■ Records shown
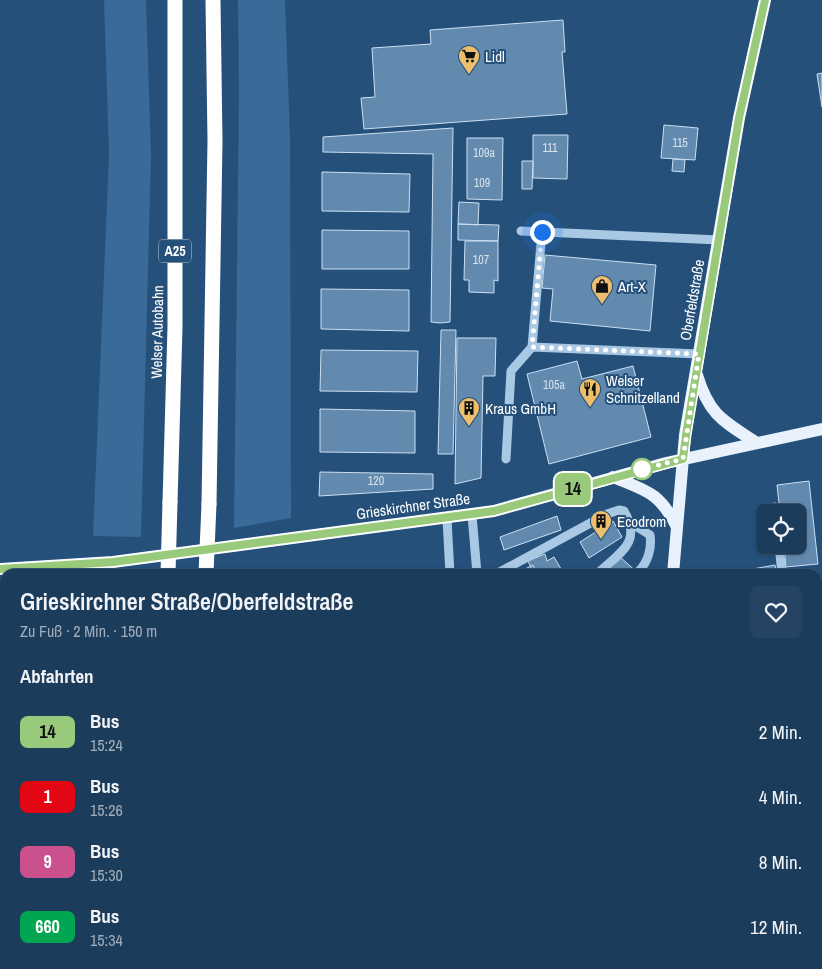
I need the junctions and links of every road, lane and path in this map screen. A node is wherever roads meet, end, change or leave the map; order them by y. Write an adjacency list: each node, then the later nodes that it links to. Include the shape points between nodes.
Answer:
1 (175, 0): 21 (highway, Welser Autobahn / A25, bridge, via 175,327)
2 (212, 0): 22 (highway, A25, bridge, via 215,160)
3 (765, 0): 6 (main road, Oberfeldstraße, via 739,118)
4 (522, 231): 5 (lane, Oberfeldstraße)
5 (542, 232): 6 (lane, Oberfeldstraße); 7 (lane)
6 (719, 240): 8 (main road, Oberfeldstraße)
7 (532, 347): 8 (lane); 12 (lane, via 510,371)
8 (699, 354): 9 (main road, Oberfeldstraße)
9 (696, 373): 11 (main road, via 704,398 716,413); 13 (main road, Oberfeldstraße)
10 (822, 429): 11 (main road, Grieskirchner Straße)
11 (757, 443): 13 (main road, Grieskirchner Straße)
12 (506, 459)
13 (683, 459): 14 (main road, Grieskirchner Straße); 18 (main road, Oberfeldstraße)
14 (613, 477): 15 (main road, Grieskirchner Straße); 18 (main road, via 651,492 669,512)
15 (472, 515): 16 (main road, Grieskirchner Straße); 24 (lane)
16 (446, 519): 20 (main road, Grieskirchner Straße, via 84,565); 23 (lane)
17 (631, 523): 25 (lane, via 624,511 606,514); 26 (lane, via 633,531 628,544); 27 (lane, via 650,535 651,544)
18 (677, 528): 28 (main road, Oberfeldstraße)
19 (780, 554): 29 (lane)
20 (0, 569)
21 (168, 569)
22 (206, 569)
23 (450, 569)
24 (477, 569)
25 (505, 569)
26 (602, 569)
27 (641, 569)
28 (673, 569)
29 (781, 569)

■ Assignment
An exact copy of every line above, minus the pictures, is the required output.

■ Answer for this exercise
I need the junctions and links of every road, lane and path in this map screen. A node is wherever roads meet, end, change or leave the map; order them by y. Write an adjacency list: each node, then the later nodes that it links to. Include the shape points between nodes.
Answer:
1 (175, 0): 21 (highway, Welser Autobahn / A25, bridge, via 175,327)
2 (212, 0): 22 (highway, A25, bridge, via 215,160)
3 (765, 0): 6 (main road, Oberfeldstraße, via 739,118)
4 (522, 231): 5 (lane, Oberfeldstraße)
5 (542, 232): 6 (lane, Oberfeldstraße); 7 (lane)
6 (719, 240): 8 (main road, Oberfeldstraße)
7 (532, 347): 8 (lane); 12 (lane, via 510,371)
8 (699, 354): 9 (main road, Oberfeldstraße)
9 (696, 373): 11 (main road, via 704,398 716,413); 13 (main road, Oberfeldstraße)
10 (822, 429): 11 (main road, Grieskirchner Straße)
11 (757, 443): 13 (main road, Grieskirchner Straße)
12 (506, 459)
13 (683, 459): 14 (main road, Grieskirchner Straße); 18 (main road, Oberfeldstraße)
14 (613, 477): 15 (main road, Grieskirchner Straße); 18 (main road, via 651,492 669,512)
15 (472, 515): 16 (main road, Grieskirchner Straße); 24 (lane)
16 (446, 519): 20 (main road, Grieskirchner Straße, via 84,565); 23 (lane)
17 (631, 523): 25 (lane, via 624,511 606,514); 26 (lane, via 633,531 628,544); 27 (lane, via 650,535 651,544)
18 (677, 528): 28 (main road, Oberfeldstraße)
19 (780, 554): 29 (lane)
20 (0, 569)
21 (168, 569)
22 (206, 569)
23 (450, 569)
24 (477, 569)
25 (505, 569)
26 (602, 569)
27 (641, 569)
28 (673, 569)
29 (781, 569)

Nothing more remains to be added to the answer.